We have previously
demonstrated how combination of Discontinuous
Molecular Dynamics (DMD) and Thermodynamic Perturbation Theory (TPT)
can be employed to characterize the entire phase diagram from molecular
simulations. Nevertheless, the precision of that characterization
in the (nonanalytic) critical region is unavoidably limited by the
analytic behavior inherent in TPT. In the present work, we adapt White’s
Renormalization Group (RG) methodology to address this deficiency.
We applied the DMD/TPT/RG methodology to n-alkanes
ranging in molecular weight to 1122 (C80) with emphases on the asymptotic
behavior in the long chain limit. Critical properties were estimated
in the approach to the long chain limit whereas experimental measurements
become sparse at molecular weights above 506 (C36). For example, the
critical temperature of polyethylene is estimated at roughly 1300
K and we are able to speculate that the critical compressibility factor
is lower than previous estimates of Z
c = 0.2. Where experimental data for T
c are available, deviations of the RG correlations are roughly 4 K,
compared to 20 K for the classical implementation of TPT. Although
White’s RG theory has a robust physical background, a number
of limitations were noted during its adaptation to DMD/TPT, some of
which are inherent in the method and unavoidable. To begin, the methodology
is not readily adapted to the transferable site-based perspective
implicit in molecular simulation models. Therefore, a procedure for
translating from a site-based perspective to a segment-based perspective
was developed. Second, it was noted that previous implementations
resulted in binodal curves that were excessively “flat”

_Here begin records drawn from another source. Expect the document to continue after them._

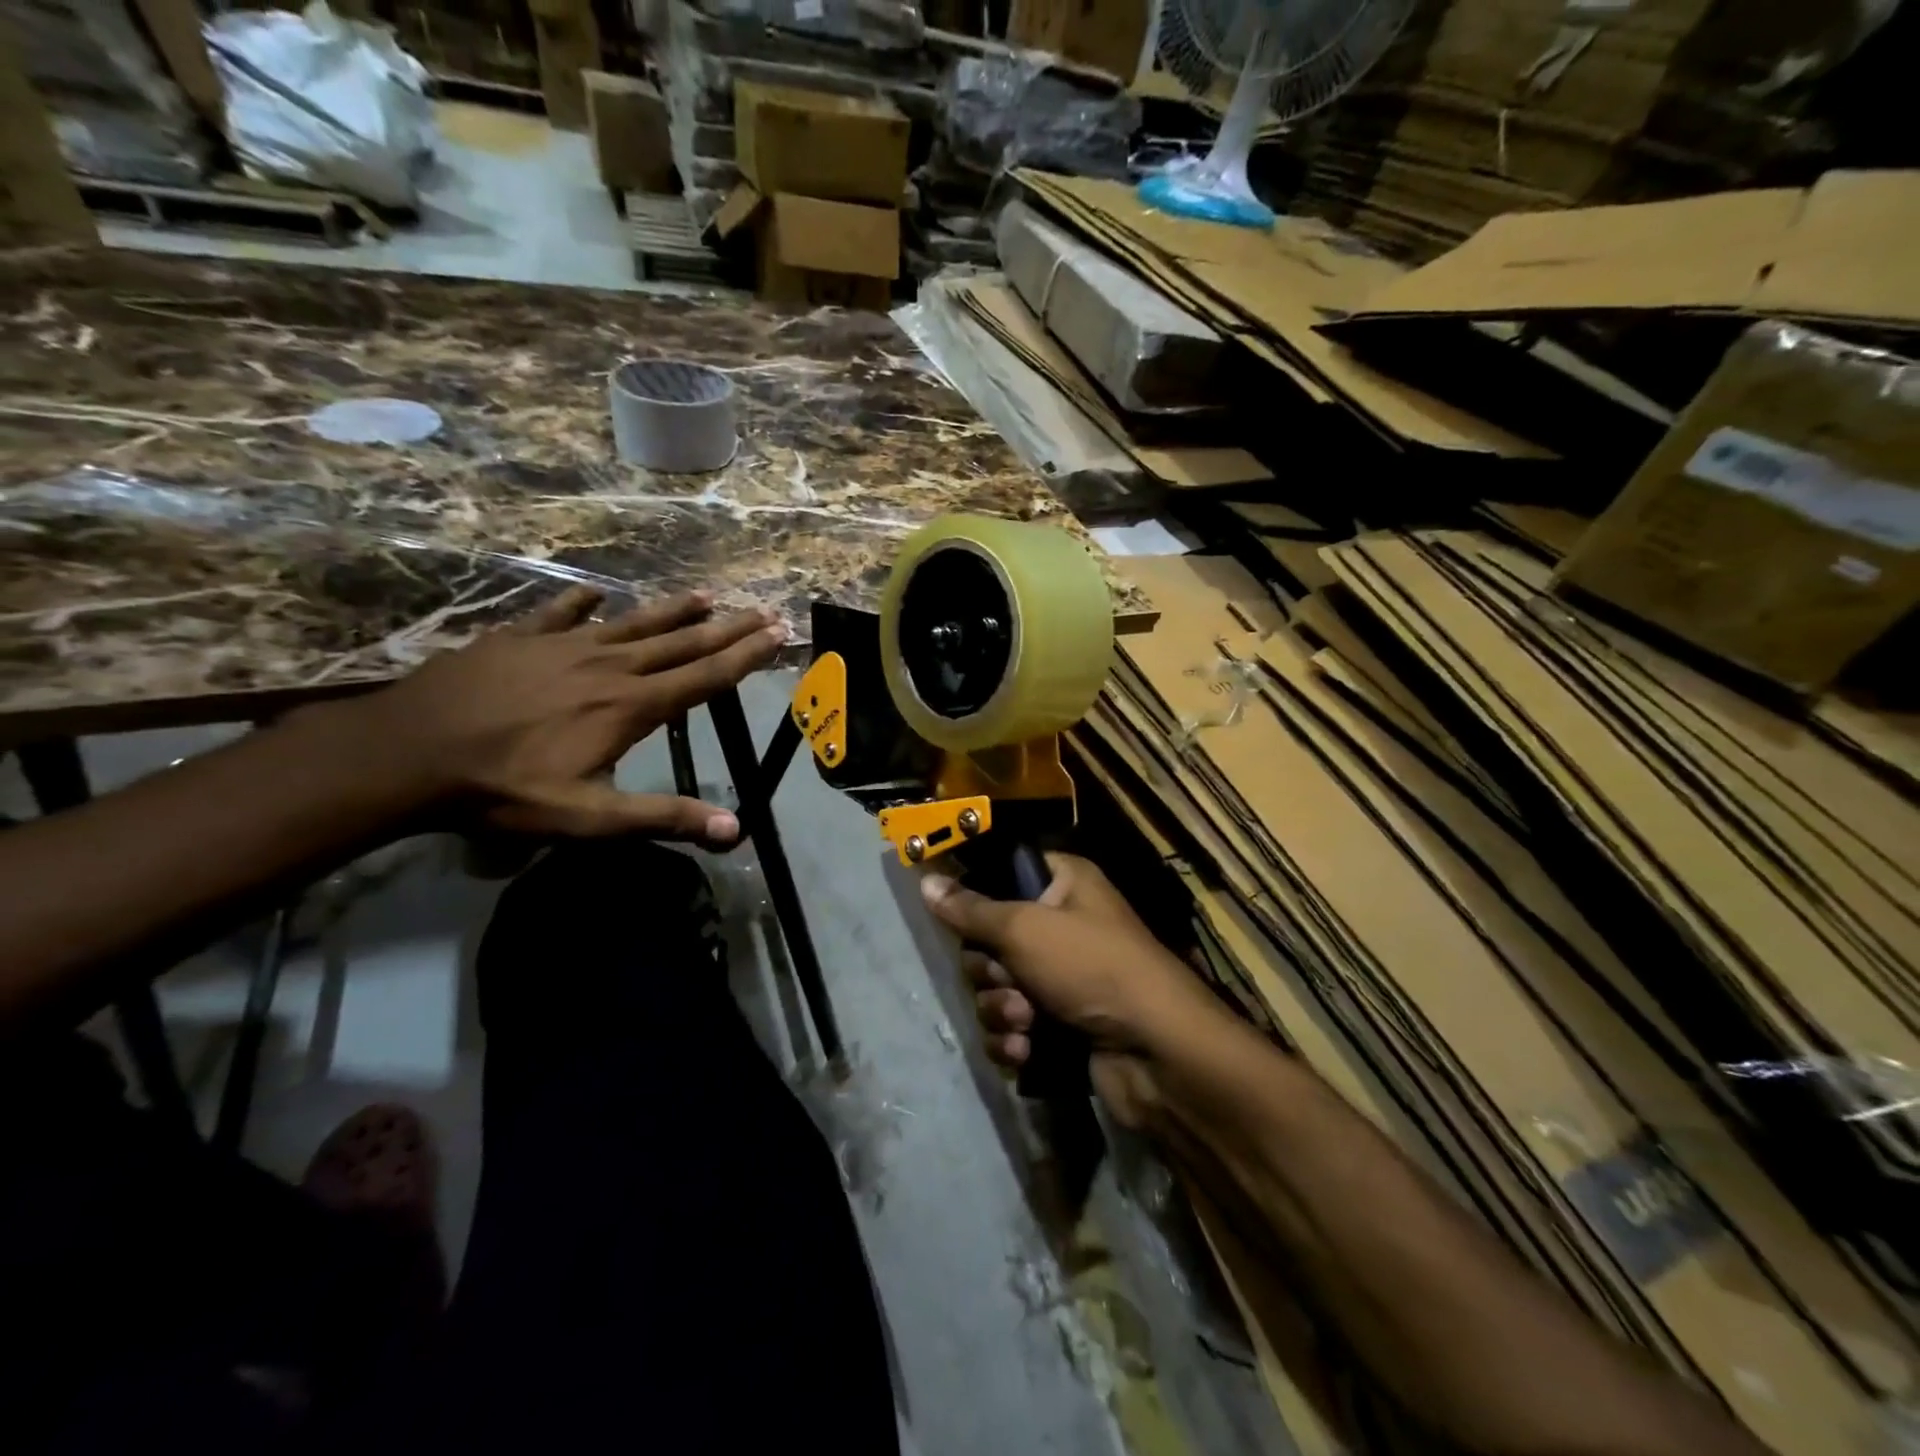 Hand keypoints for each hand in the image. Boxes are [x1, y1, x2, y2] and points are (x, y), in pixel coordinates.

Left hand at [355, 584, 785, 843]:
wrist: (409, 753)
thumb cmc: (506, 789)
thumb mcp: (590, 817)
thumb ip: (664, 818)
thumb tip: (735, 829)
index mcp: (632, 705)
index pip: (706, 676)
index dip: (747, 655)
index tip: (779, 633)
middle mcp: (609, 666)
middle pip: (682, 642)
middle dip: (729, 627)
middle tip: (764, 609)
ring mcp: (563, 646)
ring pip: (633, 622)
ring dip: (673, 609)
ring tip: (707, 594)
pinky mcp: (520, 639)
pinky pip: (560, 613)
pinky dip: (583, 602)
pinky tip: (597, 593)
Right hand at [921, 853, 1223, 1122]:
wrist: (1157, 1053)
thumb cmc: (1091, 967)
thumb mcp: (1025, 928)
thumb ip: (970, 909)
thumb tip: (926, 881)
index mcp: (1063, 885)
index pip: (1003, 874)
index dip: (977, 896)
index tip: (955, 915)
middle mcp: (1061, 925)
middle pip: (990, 941)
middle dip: (990, 970)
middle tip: (1009, 980)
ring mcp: (1061, 979)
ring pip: (997, 989)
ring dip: (1002, 1009)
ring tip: (1027, 1022)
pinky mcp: (1058, 1026)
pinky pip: (1012, 1027)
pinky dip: (1013, 1040)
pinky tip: (1027, 1050)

in the critical region as chain length increased. An adaptation was
made in the “t” exponent to eliminate
anomalous behavior of long chains in the transition from the critical
to the liquid regime. Regarding the implicit limitations, we note
that White’s method alters the van der Waals loop inside the
binodal in a destructive way, it requires at least three adjustable
parameters that must be predicted for its implementation when experimental
data are not available and it suffers from numerical limitations that
hinder its application to compounds with relatively low critical pressure
and density such as long chain n-alkanes.